In the most recent four weeks of the 12-week spell to August 8, take-home grocery sales decreased by 0.9% year-on-year.

“People are enjoying getting out and about again – meeting up with friends and returning to their favourite restaurants – and that means they don’t need to buy as much food to eat at home,” Healy pointed out.

“Some of the best-selling categories during the Covid-19 lockdowns are now seeing the biggest sales drops. Sales of tea and coffee both fell by 8% as people have gradually got back to offices and can enjoy taking a break in coffee shops once again,” she added.

However, the reduction in groceries due to the reopening of hospitality is counterbalanced somewhat by staycations. People holidaying domestically rather then abroad resulted in a boost in some product categories.

Specifically, spending increased on soft drinks (which saw an increase of €7.7 million); savoury snacks (an increase of €664,000); and chilled burgers and grilling meats (an increase of €579,000).

In the 12-week period, online grocery sales dropped by 0.7%.

“Online shopping has been one of the most effective barometers of consumer confidence throughout the pandemic – when online orders decline, it shows that people are growing more comfortable to venture to physical shops and eat out again,” Healy explained.

She also pointed out: “Shoppers spent €917,000 less online, while their basket sizes went down by 4.4% this period.

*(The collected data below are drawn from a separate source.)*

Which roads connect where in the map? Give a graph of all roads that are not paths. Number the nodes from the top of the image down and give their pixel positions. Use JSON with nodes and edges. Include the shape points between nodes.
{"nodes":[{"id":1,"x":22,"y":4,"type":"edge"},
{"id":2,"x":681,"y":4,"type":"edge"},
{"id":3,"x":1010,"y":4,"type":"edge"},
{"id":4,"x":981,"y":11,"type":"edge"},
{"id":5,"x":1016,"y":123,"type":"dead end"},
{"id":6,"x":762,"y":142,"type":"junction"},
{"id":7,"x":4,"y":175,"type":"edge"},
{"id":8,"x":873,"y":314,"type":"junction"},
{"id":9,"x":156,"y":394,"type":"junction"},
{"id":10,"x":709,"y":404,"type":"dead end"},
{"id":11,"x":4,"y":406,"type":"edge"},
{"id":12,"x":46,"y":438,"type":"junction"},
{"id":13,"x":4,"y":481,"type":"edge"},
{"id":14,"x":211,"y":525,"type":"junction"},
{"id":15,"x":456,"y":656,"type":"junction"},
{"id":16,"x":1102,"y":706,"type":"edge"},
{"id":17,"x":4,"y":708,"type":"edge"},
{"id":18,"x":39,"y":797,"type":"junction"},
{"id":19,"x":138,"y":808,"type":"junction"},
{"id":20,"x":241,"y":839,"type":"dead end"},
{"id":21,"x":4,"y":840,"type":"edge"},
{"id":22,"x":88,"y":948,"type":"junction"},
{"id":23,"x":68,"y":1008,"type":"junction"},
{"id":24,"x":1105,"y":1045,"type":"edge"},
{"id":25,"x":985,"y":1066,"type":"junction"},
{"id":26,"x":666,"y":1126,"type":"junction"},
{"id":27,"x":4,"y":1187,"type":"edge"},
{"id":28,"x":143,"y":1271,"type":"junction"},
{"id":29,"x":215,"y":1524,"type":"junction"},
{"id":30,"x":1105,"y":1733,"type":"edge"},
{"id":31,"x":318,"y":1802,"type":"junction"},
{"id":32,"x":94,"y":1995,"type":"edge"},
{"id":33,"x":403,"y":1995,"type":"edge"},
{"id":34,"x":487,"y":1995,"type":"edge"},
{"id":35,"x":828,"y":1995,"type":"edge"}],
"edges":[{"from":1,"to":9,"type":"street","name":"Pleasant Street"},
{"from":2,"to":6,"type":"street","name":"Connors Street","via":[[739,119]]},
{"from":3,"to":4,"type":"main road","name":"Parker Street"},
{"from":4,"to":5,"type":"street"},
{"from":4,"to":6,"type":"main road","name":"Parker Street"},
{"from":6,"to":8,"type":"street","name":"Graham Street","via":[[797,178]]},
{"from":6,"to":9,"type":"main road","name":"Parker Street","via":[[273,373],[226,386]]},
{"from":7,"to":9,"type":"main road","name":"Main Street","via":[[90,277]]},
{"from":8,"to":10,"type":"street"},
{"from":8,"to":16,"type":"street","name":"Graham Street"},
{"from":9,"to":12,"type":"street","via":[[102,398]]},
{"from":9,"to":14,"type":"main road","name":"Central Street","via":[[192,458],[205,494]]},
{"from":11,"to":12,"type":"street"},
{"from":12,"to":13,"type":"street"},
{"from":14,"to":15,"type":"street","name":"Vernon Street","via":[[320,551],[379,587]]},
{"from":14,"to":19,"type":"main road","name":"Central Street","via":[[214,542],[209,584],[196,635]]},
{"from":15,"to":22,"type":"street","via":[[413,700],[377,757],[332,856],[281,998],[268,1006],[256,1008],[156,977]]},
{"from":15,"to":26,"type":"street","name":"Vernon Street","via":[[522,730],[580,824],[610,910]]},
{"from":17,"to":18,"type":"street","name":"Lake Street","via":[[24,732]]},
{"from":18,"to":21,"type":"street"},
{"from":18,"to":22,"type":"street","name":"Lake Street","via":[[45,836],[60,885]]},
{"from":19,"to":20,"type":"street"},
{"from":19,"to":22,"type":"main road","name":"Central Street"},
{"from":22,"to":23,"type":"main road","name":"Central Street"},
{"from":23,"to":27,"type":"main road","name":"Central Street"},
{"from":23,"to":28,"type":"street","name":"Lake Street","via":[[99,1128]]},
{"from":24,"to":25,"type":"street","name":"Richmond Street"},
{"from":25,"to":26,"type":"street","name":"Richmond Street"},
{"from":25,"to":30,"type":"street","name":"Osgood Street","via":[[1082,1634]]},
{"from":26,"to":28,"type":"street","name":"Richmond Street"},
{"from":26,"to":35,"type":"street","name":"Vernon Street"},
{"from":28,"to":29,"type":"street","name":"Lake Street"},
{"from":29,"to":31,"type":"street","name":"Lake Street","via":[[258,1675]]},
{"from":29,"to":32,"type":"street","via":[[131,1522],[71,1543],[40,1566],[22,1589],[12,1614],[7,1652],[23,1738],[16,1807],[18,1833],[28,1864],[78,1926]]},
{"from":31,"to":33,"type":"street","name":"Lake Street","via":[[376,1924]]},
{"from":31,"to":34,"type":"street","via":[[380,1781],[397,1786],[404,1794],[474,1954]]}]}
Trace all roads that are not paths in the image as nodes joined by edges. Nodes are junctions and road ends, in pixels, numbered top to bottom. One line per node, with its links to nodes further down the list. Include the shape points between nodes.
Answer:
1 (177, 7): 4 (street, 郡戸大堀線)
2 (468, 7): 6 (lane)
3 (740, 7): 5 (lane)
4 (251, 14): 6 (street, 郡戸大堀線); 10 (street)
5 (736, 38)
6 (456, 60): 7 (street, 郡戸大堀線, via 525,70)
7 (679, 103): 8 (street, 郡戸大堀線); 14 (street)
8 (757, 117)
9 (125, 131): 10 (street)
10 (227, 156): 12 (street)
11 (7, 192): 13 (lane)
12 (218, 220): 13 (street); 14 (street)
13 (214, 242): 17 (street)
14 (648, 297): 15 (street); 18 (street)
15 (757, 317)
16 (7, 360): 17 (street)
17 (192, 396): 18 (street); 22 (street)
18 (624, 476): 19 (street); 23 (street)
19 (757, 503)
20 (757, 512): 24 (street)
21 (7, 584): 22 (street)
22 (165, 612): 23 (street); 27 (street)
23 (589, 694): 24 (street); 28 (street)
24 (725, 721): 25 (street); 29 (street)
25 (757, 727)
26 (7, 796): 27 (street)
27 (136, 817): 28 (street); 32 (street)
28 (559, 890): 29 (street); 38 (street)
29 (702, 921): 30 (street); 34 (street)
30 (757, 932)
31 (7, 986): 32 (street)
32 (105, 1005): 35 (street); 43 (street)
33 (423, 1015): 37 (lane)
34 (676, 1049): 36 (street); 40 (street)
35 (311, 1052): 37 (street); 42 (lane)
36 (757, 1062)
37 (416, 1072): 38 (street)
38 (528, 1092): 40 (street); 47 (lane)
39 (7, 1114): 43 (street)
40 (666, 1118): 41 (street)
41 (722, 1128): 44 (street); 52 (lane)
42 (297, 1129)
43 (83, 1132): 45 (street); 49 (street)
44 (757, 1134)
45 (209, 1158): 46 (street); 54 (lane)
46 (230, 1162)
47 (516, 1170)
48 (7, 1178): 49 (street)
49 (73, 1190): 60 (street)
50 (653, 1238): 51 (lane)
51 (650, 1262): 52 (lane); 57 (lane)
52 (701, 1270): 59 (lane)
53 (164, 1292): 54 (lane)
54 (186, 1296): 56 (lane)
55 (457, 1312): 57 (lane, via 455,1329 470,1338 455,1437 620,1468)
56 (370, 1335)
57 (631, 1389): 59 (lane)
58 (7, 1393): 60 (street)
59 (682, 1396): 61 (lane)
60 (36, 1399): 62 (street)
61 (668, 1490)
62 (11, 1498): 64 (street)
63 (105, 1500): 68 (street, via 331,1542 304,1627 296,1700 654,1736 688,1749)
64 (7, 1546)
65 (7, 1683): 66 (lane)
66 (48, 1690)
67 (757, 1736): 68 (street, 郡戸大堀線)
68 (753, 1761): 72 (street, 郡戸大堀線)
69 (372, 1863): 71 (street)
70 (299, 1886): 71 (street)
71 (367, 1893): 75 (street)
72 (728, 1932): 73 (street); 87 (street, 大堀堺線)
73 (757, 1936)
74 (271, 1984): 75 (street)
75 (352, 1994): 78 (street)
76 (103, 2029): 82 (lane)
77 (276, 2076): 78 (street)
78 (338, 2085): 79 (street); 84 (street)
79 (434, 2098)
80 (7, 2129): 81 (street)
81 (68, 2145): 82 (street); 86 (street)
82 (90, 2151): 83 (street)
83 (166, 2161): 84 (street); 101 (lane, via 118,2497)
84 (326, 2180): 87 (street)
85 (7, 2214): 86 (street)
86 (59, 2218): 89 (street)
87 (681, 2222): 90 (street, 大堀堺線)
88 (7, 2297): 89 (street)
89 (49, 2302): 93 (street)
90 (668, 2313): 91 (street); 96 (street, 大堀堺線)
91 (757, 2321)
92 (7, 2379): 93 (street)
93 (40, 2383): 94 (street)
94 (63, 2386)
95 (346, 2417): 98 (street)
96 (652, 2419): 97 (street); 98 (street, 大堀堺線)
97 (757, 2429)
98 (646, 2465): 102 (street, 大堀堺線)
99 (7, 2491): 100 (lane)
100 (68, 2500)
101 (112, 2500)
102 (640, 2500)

People are buying less but it’s worth noting that the number of people making an online order has actually held steady at 14% compared with last year.

“It looks like customers who were converted to digital in lockdown have enjoyed the convenience and service they’ve received and are sticking with it longer term.”

In terms of market share among the major retailers, SuperValu again captured the largest share, at 22.6%.

SuperValu saw a 5.8% increase in customer footfall, contributing to an additional €37 million to the retailers grocery sales.

SuperValu shoppers made 21.1 trips on average in the 12-week period, which was the highest frequency among all retailers.

Elsewhere, Tesco, Dunnes, Aldi and Lidl all saw an increase in customers.

“During lockdown, shoppers returned making big weekly shops and became increasingly loyal to one supermarket to feed their families,” Healy remarked.

“Now that everything is opening up again, they are happier to mix it up and pop into different shops and Tesco, Dunnes, Aldi and Lidl all saw new faces in store this period as a result,” she concluded.